Das alte China ist eine sehr alte Zivilisation. Es gibt schriftliche Aufzeichnungen über die Geschichte Chinas, die auf 1500 v. Chr. in der Shang-Dynastie (ca. 1600-1046 v. Chr.) zurückgehen.
China ist eine der ältesten zusammenhängenden (noch lebenden) Zivilisationen der Welt. Schildkrötenpanzer mit einer Schrift, die an die alte chinesische Schrift aus der Shang-Dynastie (chinesisch: 商朝) erinnert, wurden auf etwa 1500 v. Chr. datiert. Man sagt, dass China als Stadtstaaten im Tal des Gelben Flusses begann. Viele Leute sagen, dass China 221 v. Chr. ein großes Königreich oder Reich wurde. Der Qin (Chinesisch: 秦) Kaiser Qin Shi Huang ließ alle auf die gleiche Weise schreiben. Er hatte auch Ideen über den Staat, die er auf dem Legalismus gründete und den Konfuzianismus bekämpfte. Damit begann das, was wir die chinesische Zivilisation nennen. Das alte China kämpfte Kriege und Bürgerkriege und wurde manchmal auch von anderen Völkern erobert.

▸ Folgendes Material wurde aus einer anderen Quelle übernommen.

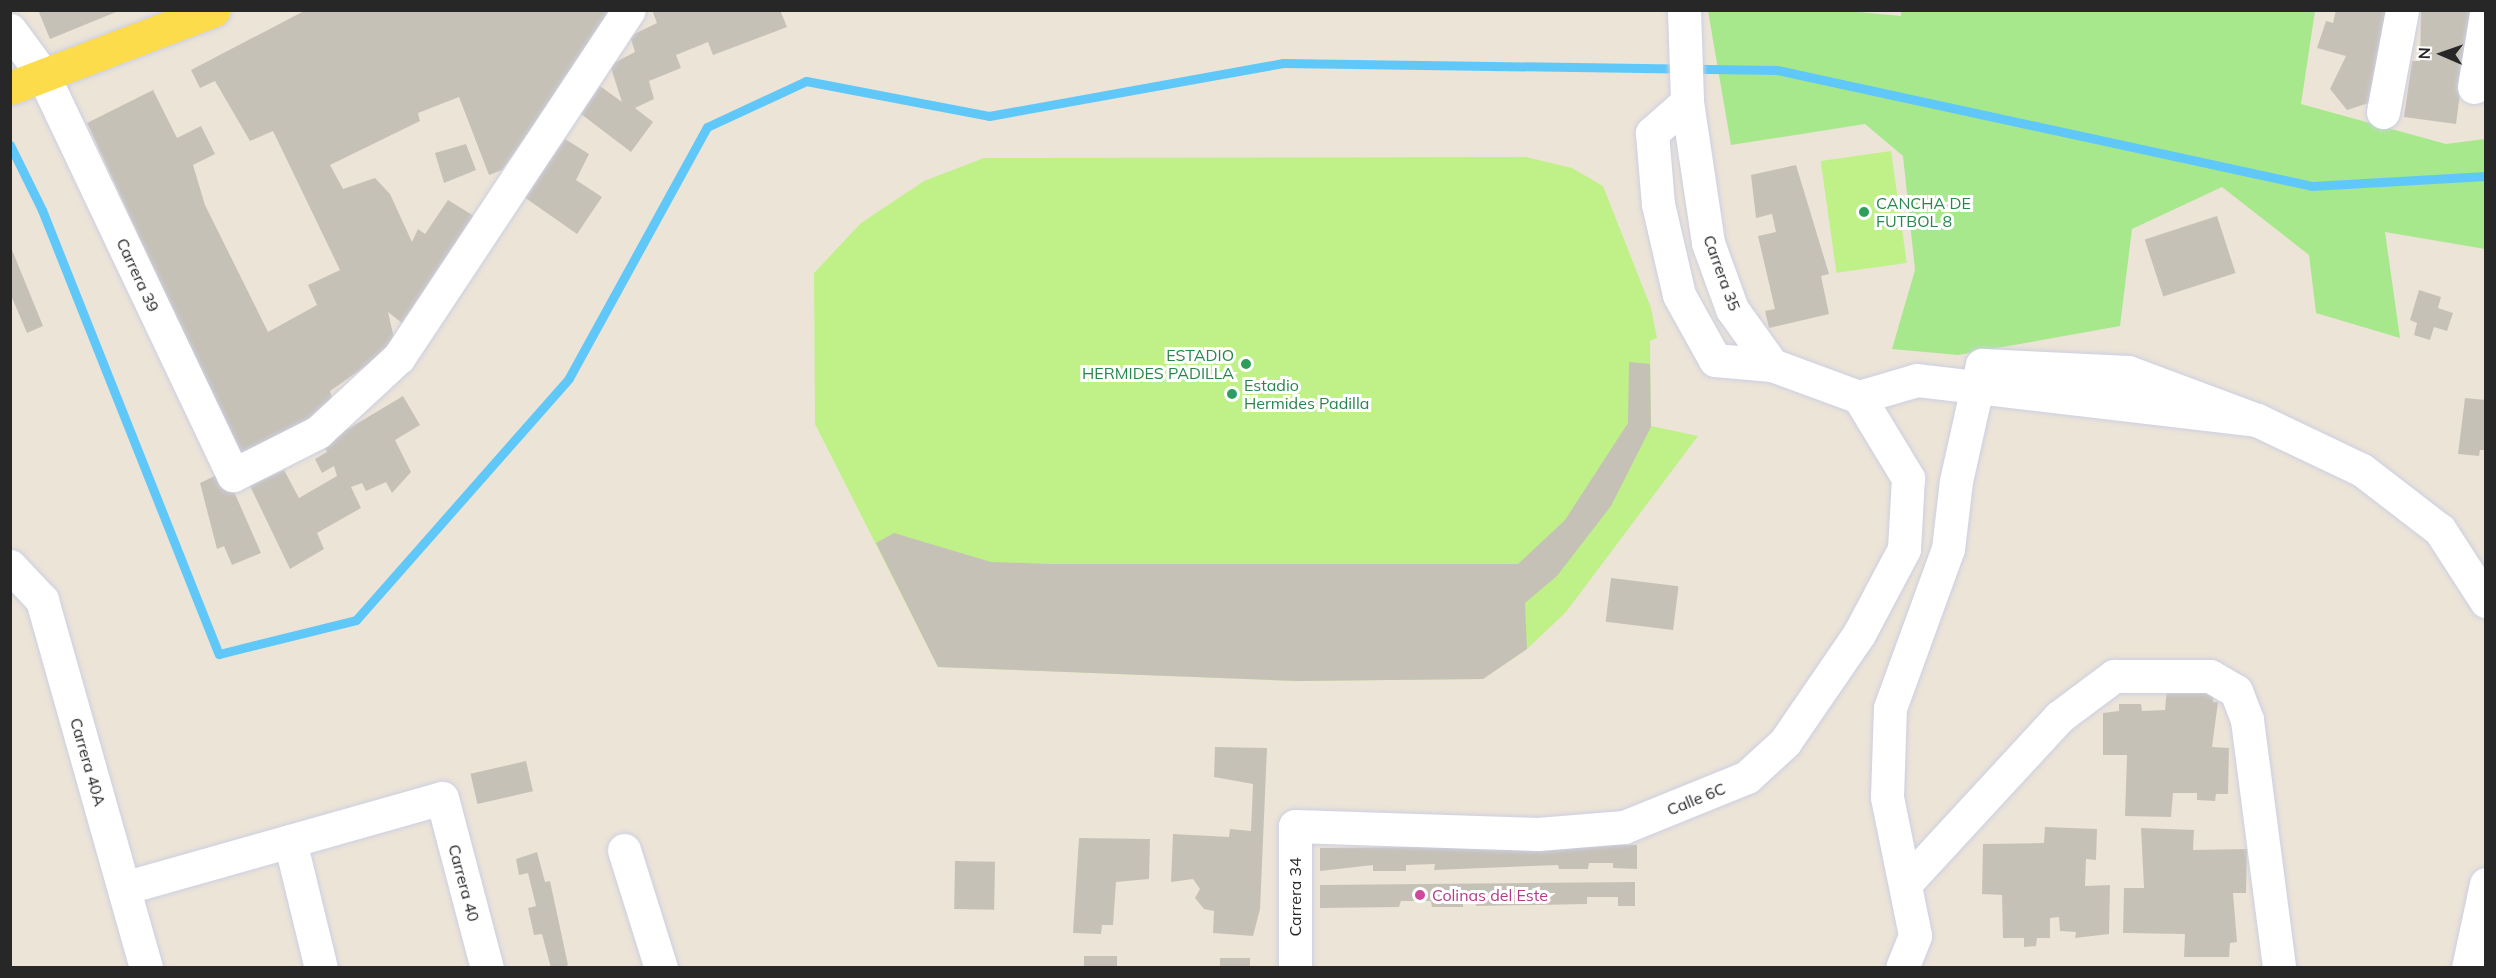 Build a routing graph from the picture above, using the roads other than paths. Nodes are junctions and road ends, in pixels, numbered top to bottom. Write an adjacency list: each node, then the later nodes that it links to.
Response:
1 (214, 10): 7 (main road)
2 (629, 10): 7 (street, Carrera 39)
3 (2402, 10): 10 (street)
4 (2486, 14): 8 (street)
5 (1684, 25): 9 (street, Carrera 35)
6 (10, 30): 7 (street)
7 (24, 82)
8 (2474, 87)
9 (1687, 90): 11 (street, Carrera 35); 11 (street)
10 (2383, 112)
11 (1772, 365): 13 (street)
12 (1974, 387): 13 (street); 15 (street); 17 (street)
13 (1859, 397): 14 (street)
14 (1908, 478): 15 (street); 18 (street, Calle 6C)
15 (1956, 481): 20 (street)
16 (11, 566): 25 (street, Carrera 40A)
17 (2486, 601)
18 (1295, 826): 30 (street, Carrera 34)
19 (1954, 829): 20 (street); 23 (street); 32 (street)
20 (1892, 831): 23 (street)
21 (290, 841): 25 (street); 27 (street); 28 (street, Carrera 40)
22 (624, 849): 29 (street)
23 (1906, 883): 31 (street)
24 (2486, 884): 33 (street)
25 (124, 888): 26 (street, Carrera 40A)
26 (146, 968)
27 (321, 968)
28 (487, 968)
29 (662, 968)
30 (1295, 968)
31 (1902, 968)
32 (2279, 968)
33 (2468, 968) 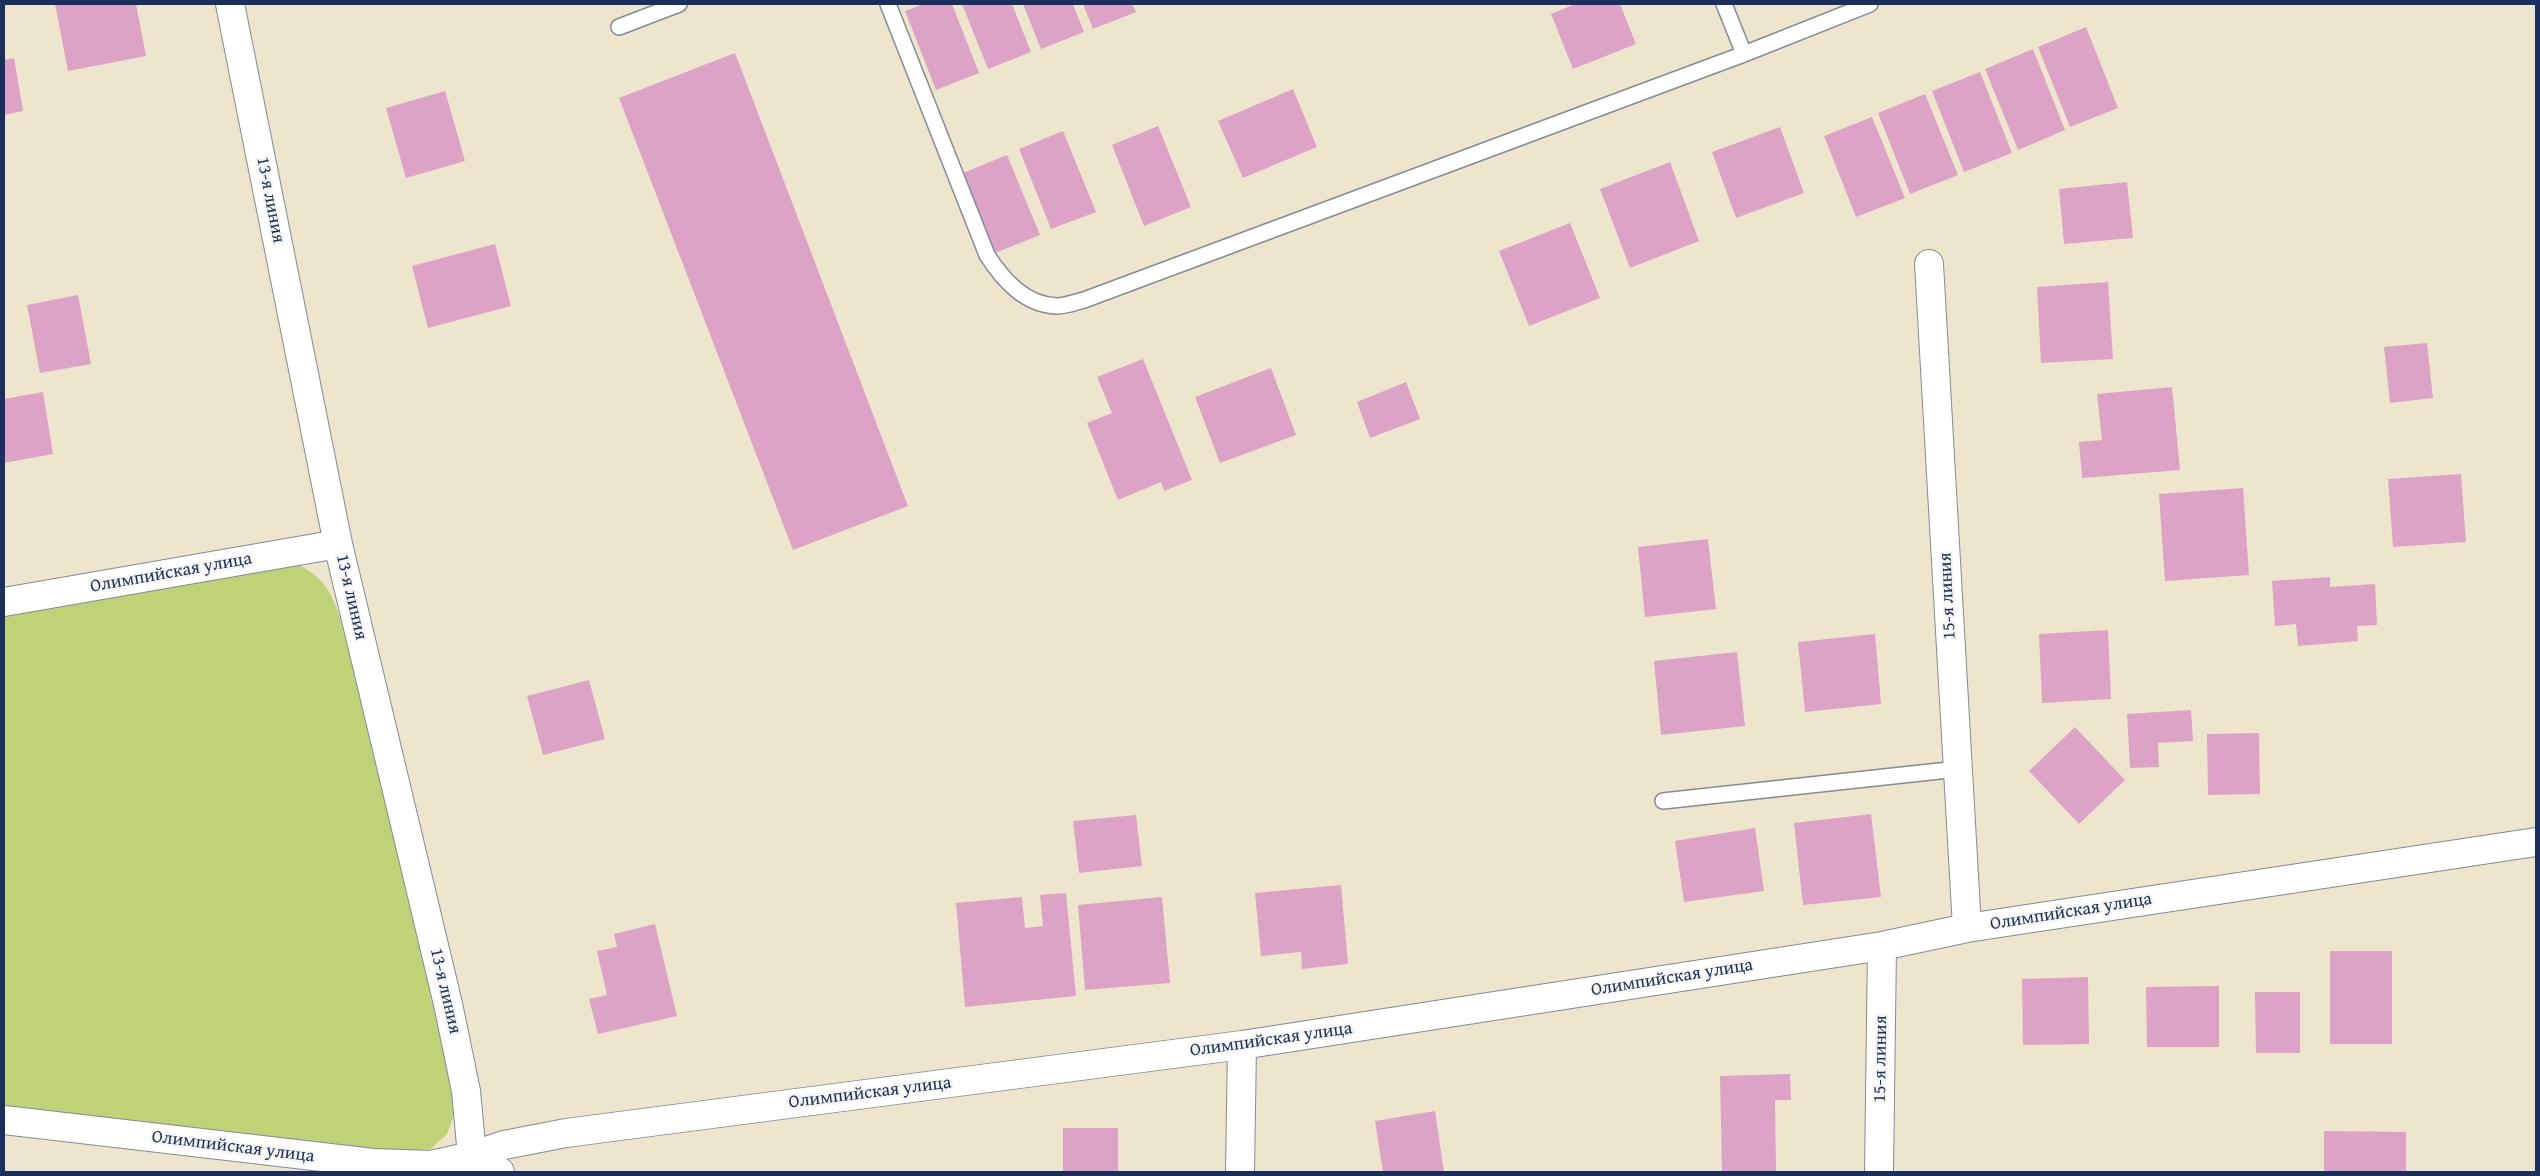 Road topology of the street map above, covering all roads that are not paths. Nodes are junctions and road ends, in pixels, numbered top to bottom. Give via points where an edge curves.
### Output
1 (230, 4) edge
2 (679, 4) edge
3 (888, 4) edge
4 (1724, 4) edge
5 (1870, 4) edge
6 (618, 27) dead end
7 (1744, 54) junction
8 (1928, 264) dead end
9 (338, 544) junction
10 (4, 602) edge
11 (1958, 769) junction
12 (1663, 801) dead end
13 (2536, 842) edge
14 (1967, 928) junction
15 (1882, 946) junction
16 (1242, 1045) junction
17 (4, 1120) edge
18 (472, 1156) junction
19 (500, 1172) edge
20 (1240, 1172) edge
21 (1879, 1172) edge

1 - 9 street, 13-я линия
2 - 6 lane
3 - 7 lane via 987,256 1002,278 1029,299 1058,306 1084,300
4 - 7 lane
5 - 7 lane
8 - 11 street, 15-я линия
9 - 10 street, Олимпийская улица
9 - 18 street, 13-я линия via 448,1004 466,1092
11 - 12 lane
11 - 14 street, 15-я линия
13 - 14 street, Олимпийская улица
14 - 15 street, Олимпийская улица
15 - 16 street, Олимпийская улица
15 - 21 street, 15-я линия
16 - 18 street, Олимпийская улица via 566,1133 504,1145
16 - 20 street
17 - 18 street, Олимпийская улица via 373,1163 431,1165
18 - 19 street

Die chinesische Zivilisation hat ihren Ursprung in verschiedenen regionalen Zentren entlang der Täler des Gelben Flusses und des Jangtse-Flusses in der Jungsteinzeit, aber der Gelbe Fluss gilt als die Wiege der chinesischen Zivilisation. Mit einer tausendjährigen kontinuierlichen Geschichte ist China eine der ältesten Zivilisationen der Welt. Die niedergeschriebene Geschichte Chinas lässt sich bereits in der Shang-Dynastie (ca. 1600 - 1046 v. Chr.) finden, obwohl alte historische Texte wie die Aufzeichnungen des Großen Historikers (ca. 100 v. Chr.) und die Bambus-Annalen besagen, dass es vor der Shang-Dynastie eine Xia-Dynastie gab. Ein Großteil der chinesischen Kultur, Literatur und Philosophie entwickelte sich während der Zhou-Dynastie (1045 - 256 v. Chr.) weiter.
Die Zhou-Dynastie begann im 8. Jahrhundert v. Chr., sich dem äußeren und inneren Druck zu beugen, und das Königreich zerfiel schließlich in kleinere Staaten, beginnend in der Frühlings- und Herbstperiode und erreichte seinen vollen Ausdruck in der Zeit der kriegführenden Staaten. Dies ist eine von mehreren Perioden gescheiterter Staatlichkeit in der chinesischen Geschichte (die jüngste davon war der chinesische Bürgerkrieg).
Zwischen den Epochen der Mehrkönigreiche und des Kriegsherrentums haben chinesische Dynastien Teile oder ganz China regiert. In einigen Epochen erstreckte sich die Kontrolle sogar bis nach Zentralasien, Tibet und Vietnam. Dieser chinesische Imperialismus begann mit der Qin-Dynastie: 221 v. Chr. eroberte Qin Shi Huang die verschiedenen kriegführenden Königreiche und schuf das erste chinesische Reich. Die aufeinanderfolgenden Dynastien in der chinesischen Geschichte entwickelten bürokratische Systeme, die dem Kaiser von China die direkte Kontrolle über riesige Gebiete übertrugen.
Die konventionelle Sichtweise der chinesischen Geschichte ist die der abwechselnden Perioden politischer Einheit und Uneinigkeit, wobei China gelegentlich von Steppenvölkern dominiert wurde, von denen die meisten wiederum in die han-chinesische Bevölkerung assimiliert wurden. Kulturelle und politische Einflüsse aus vielen Teilen Asiens, getragen von aufeinanderfolgenden Wellen der Einwanderung, Expansion und kulturellen Assimilation, sind Teil der modernen Kultur Chinas.